National and State Register

Montview Boulevard Presbyterian Church

Denver County

Montview Boulevard Presbyterian Church is important for hosting a variety of social activities and for playing a key role in the establishment of the Park Hill Action Committee (PHAC), which worked to improve race relations in the 1960s. The amendment to the National Register listing further acknowledges Montview’s local significance in the areas of social and black history.

The 1910 church, with its multiple additions, stands as a well-preserved example of an early-twentieth-century urban neighborhood church executed in a Richardsonian Romanesque style. The church represents the work of four master architects of Denver. Harry J. Manning and Frank W. Frewen, partners in the firm Manning and Frewen, designed a Richardsonian Romanesque–style addition to the original tiny chapel in 1918. Burnham F. Hoyt and Merrill H. Hoyt, of the firm Hoyt and Hoyt, created the distinctive 1926 educational wing in the same style. The church added its sanctuary building in the late 1950s to accommodate a booming membership. 

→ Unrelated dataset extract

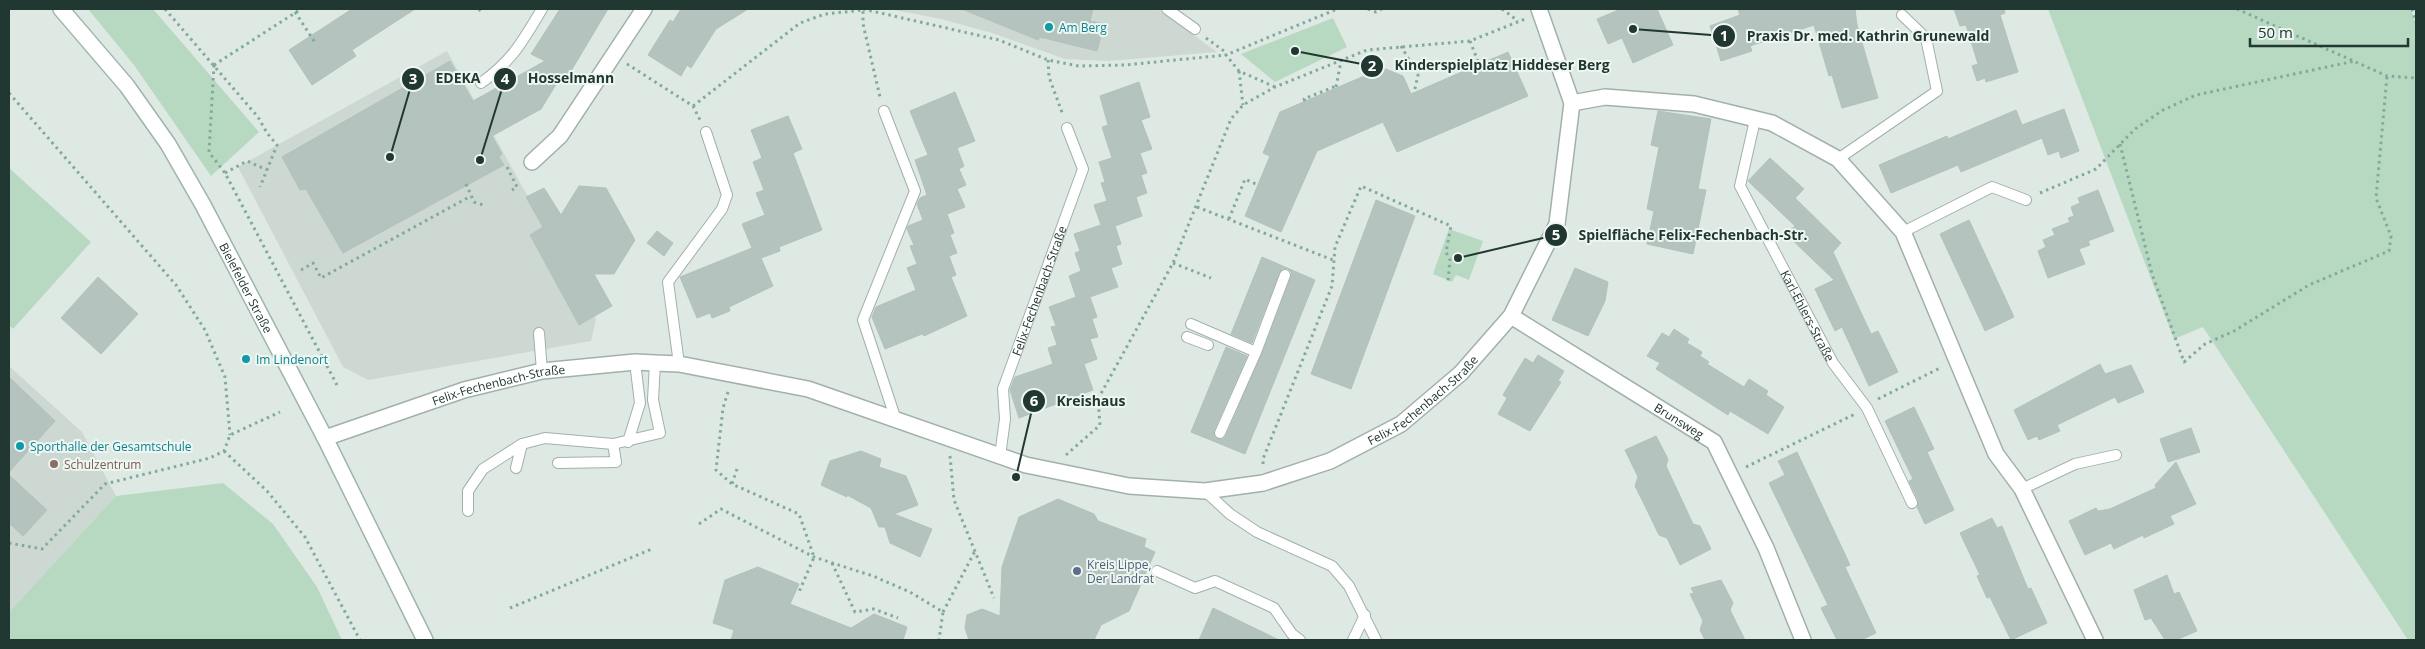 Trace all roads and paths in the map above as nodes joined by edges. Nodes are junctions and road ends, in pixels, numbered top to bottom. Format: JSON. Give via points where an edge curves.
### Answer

Since its congregants first met to worship in a cloth-ceilinged tabernacle in 1902, Montview has maintained a mission of community outreach that has positively influenced the neighborhood and city. By 1910 the church had a well-attended literary society championed by Montview member William Daniels of the Daniels and Fisher department store, whose iconic downtown clock tower is also listed in the National Register. By 1914 the church hosted the neighborhood’s first troop of Boy Scouts and, in the mid-1960s, Sunday school classes for the deaf. In the 1920s it helped build Presbyterian Hospital, and for decades it continued to provide volunteers and support. To supply seniors with affordable housing, Montview spearheaded the development of the high-rise Montview Manor just south of Denver’s City Park in the 1960s. In 1964 Bea Romer, daughter of then-pastor Dr. Arthur Miller, cofounded and then directed the integrated, multi-denominational preschool that still thrives in the church building. Romer later became Colorado’s first lady.

The year 1964 also saw what was perhaps the most significant event to take place at Montview. On Sunday, January 26, Dr. Martin Luther King, Jr. held a question and discussion session with Denver-area ministers at the church, followed by a larger meeting for the general public. Only about half of the approximately 3,000 people assembled at the church could fit in the building, so Dr. King spoke to the overflow crowd from Montview’s steps. He emphasized nonviolence to achieve racial equality and also stressed that “for democracy to live, segregation must die.” His speech at Montview represented the climax of a three-day tour that Dr. King took of Denver and helped to spread his message of nonviolence. 

In addition to hosting such a historically significant figure in the civil rights movement, Montview played a central part in the formation and leadership of PHAC, whose mandate was to establish Park Hill as Denver’s first racially integrated community. The Denver Post in 1963 pointed to PHAC as an integration model for the rest of the city.

In the 1970s and ’80s, Montview saw changes in its leadership that reflected Denver’s increasing diversity. In 1971 Reverend John W. Rice became Montview’s first African American pastor; he served until 1974 while working at the University of Denver. Notably, he was the father of Condoleezza Rice, the nation’s first African American female secretary of state. In 1972 Montview’s first Asian American pastor, Dr. Allen Maruyama, began his twenty-year tenure. From 1980 to 2002, Dr. Glendora B. “Dusty” Taylor served as Montview’s first female pastor.

Through collective actions large and small, the people of Montview continue the work of ministering to the city’s spiritual and social needs. From its historic building, the church sustains its tradition of outreach, which has helped foster dialog, acceptance, and a spirit of caring among all neighbors.